SPRAC21A June 2016 – June 2019 OMAP-L132 , OMAP-L138 , TDA2E , TDA2EG-17 , TDA2HF , TDA2HG , TDA2HV , TDA2LF , TDA2P-ABZ , TDA2P-ACD , TDA2SA , TDA2SG , TDA2SX , TDA3LA , TDA3LX , TDA3MA , TDA3MD , TDA3MV
Figure 24 gives the average DSP bandwidth in MBps (y-axis) measured for the different functions introduced above, for different data sizes of 16 KiB, 64 KiB, 128 KiB, 256 KiB, and 8 MiB (x-axis) for the L1D and L2 cache size of 32 K and 128 K, respectively. The given bandwidth was measured with prefetch enable, MMU off, and L1D write back policy enabled. Each cache line fetch for 128 bytes is actually two VBUS commands for 64 bytes.
For a memcpy() type operation, there are both reads and writes. Furthermore, the L2 cache write-allocates. For buffer sizes that fit entirely within L2, the traffic at the MDMA boundary will look like two streams of reads. For buffer sizes larger than L2, there is a third stream consisting of victim writes. That’s why the numbers start falling off as the data sizes get above 128K. The reads do not show this trend as the cache lines do not become dirty and the cache would not perform a write back of the cache line when the data sizes are larger than the cache line.
The L2 pipeline functions generate more L2 cache line fetches and write backs in a shorter time span leading to a higher throughput.
The L2 memory controller conveys to the XMC whether a given address range is pre-fetchable. This information comes directly from the “PFX” field in the corresponding MAR register. Figure 25 shows the effect of pre-fetch ON versus OFF for DDR transfers with MMU off, MDMA Posted writes and L1D write back policy enabled. The XMC pre-fetcher does not distinguish read-allocate from write-allocate; it will try to pre-fetch for either to speed things up as seen by the ~2x performance increase with pre-fetch ON versus OFF for both read and write streams.
The DSP CPU read and writes throughput varies with the source and the destination of the buffer.
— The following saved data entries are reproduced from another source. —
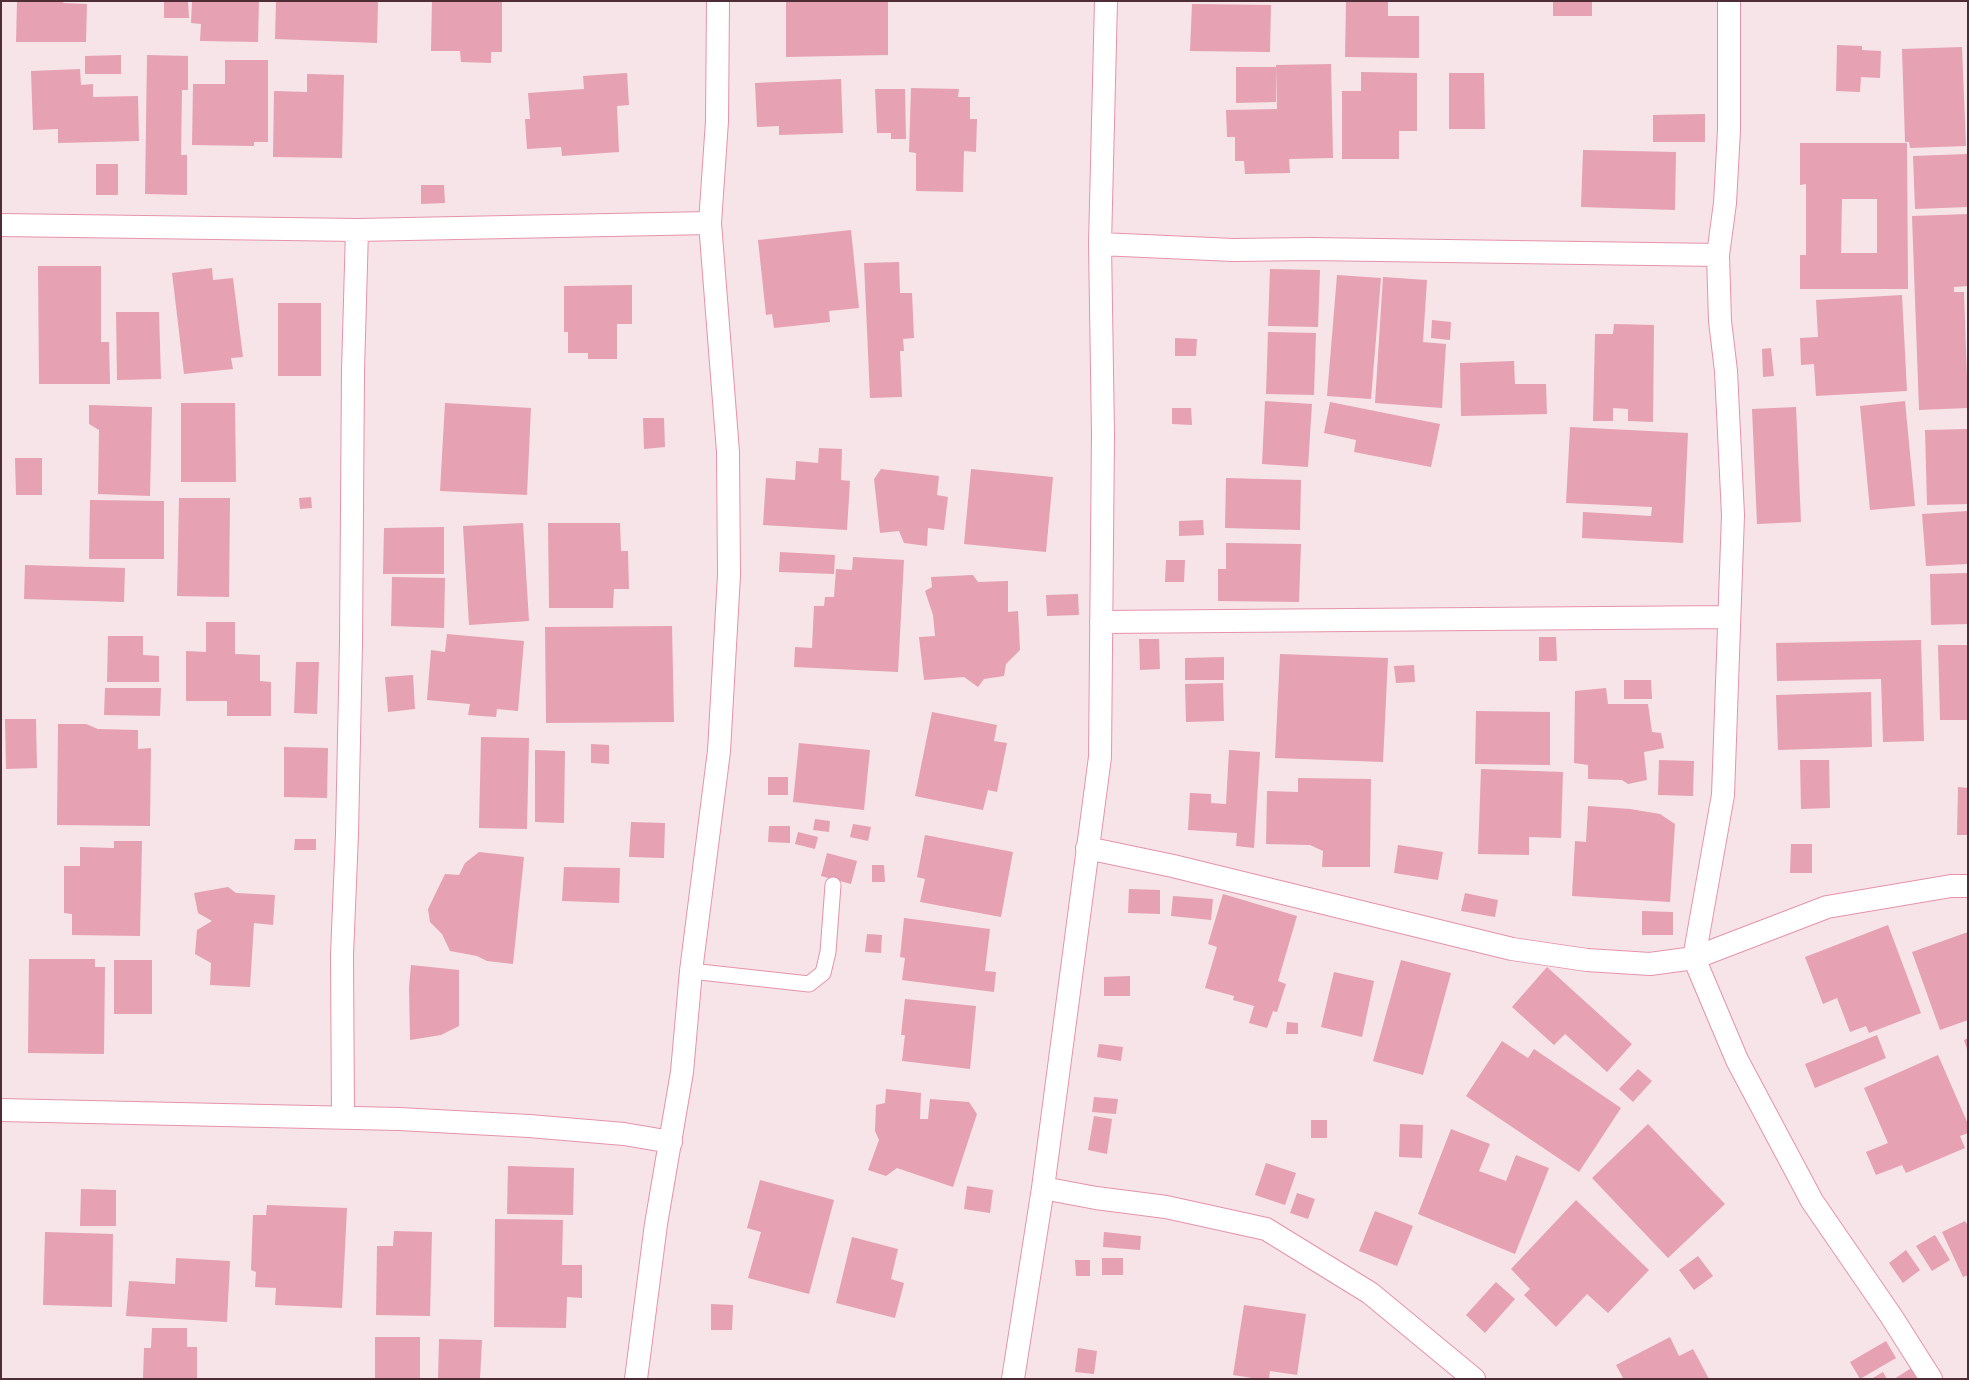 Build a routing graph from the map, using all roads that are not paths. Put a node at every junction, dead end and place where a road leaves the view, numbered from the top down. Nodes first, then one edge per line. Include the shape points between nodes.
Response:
1 (718, 1) edge
2 (1106, 1) edge
3 (1729, 1) edge
4 (710, 223) junction
5 (1, 225) edge
6 (357, 230) junction
7 (1100, 244) junction
8 (1718, 254) junction
9 (1729, 618) junction
10 (1100, 622) junction
11 (1087, 848) junction
12 (833, 885) dead end
13 (1968, 886) edge
14 (1694, 958) junction
15 (691, 971) junction
16 (1, 1110) edge
17 (343, 1117) junction
18 (670, 1142) junction
19 (1043, 1188) junction
20 (636, 1379) edge
21 (1013, 1379) edge
22 (1474, 1379) edge
23 (1931, 1379) edge

1 - 4 street via 717,121
2 - 7 street
3 - 8 street via 1726,203
4 - 6 street
4 - 15 street via 728,452 729,575 719,752
5 - 6 street
6 - 17 street via 353,363 351,651 342,955
7 - 8 street via 1233,250
7 - 10 street via 1103,434
8 - 9 street via 1733,515
9 - 10 street
9 - 14 street via 1723,795
10 - 11 street via 1100,757
11 - 14 street via 1173,866 1512,949 1587,960 1642,963
11 - 19 street
12 - 15 lane via 828,952 823,973 809,984
13 - 14 street via 1951,886 1827,907
14 - 23 street via 1737,1060 1812,1201
15 - 18 street via 682,1072
16 - 17 street
17 - 18 street via 529,1126 624,1134
18 - 20 street via 656,1224
19 - 21 street
19 - 22 street via 1166,1207 1266,1229 1370,1293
Figure 26 shows the difference in bandwidth obtained when the data is transferred from DDR-to-DDR versus OCMC RAM-to-OCMC RAM for different data transfer sizes, with pre-fetch enabled, L2 cache size of 128K, and L1D of 32K with L1D write back policy enabled, MMU off and non-posted writes at the MDMA boundary for cached data.
A standalone memory management unit (DSP_MMU0) is included within the DSP1 (DSP1_MMU0) and DSP2 (DSP2_MMU0) subsystems boundaries. The DSP_MMU0 is integrated on the C66x CPU MDMA path to the device L3_MAIN interconnect. This provides several benefits including protection of the system memories from corruption by DSP1 and DSP2 accidental accesses. Figure 27 shows the effect of MMU off versus MMU on, with pre-fetch enabled, L2 cache size of 128K, and L1D of 32K with L1D write back policy enabled and posted writes at the MDMA boundary for cached data. The MMU adds to the latency in the path leading to slight drop in the throughput. (16MB Page size in TLB)
The C66x CorePac submits writes denoted as either “cacheable” or non-cacheable. Write accesses that are non-cacheable will be submitted as interconnect (L3_MAIN) non-posted writes; whereas, write accesses that are cacheable are submitted as interconnect posted writes based on the configuration of the C66xOSS_BUS_CONFIG. Figure 28 gives the comparison of the posted versus non-posted writes when measuring bandwidth of the cache flush operation while transferring data to DDR with pre-fetch enabled, L2 cache size of 128K, and L1D of 32K with L1D write back policy enabled.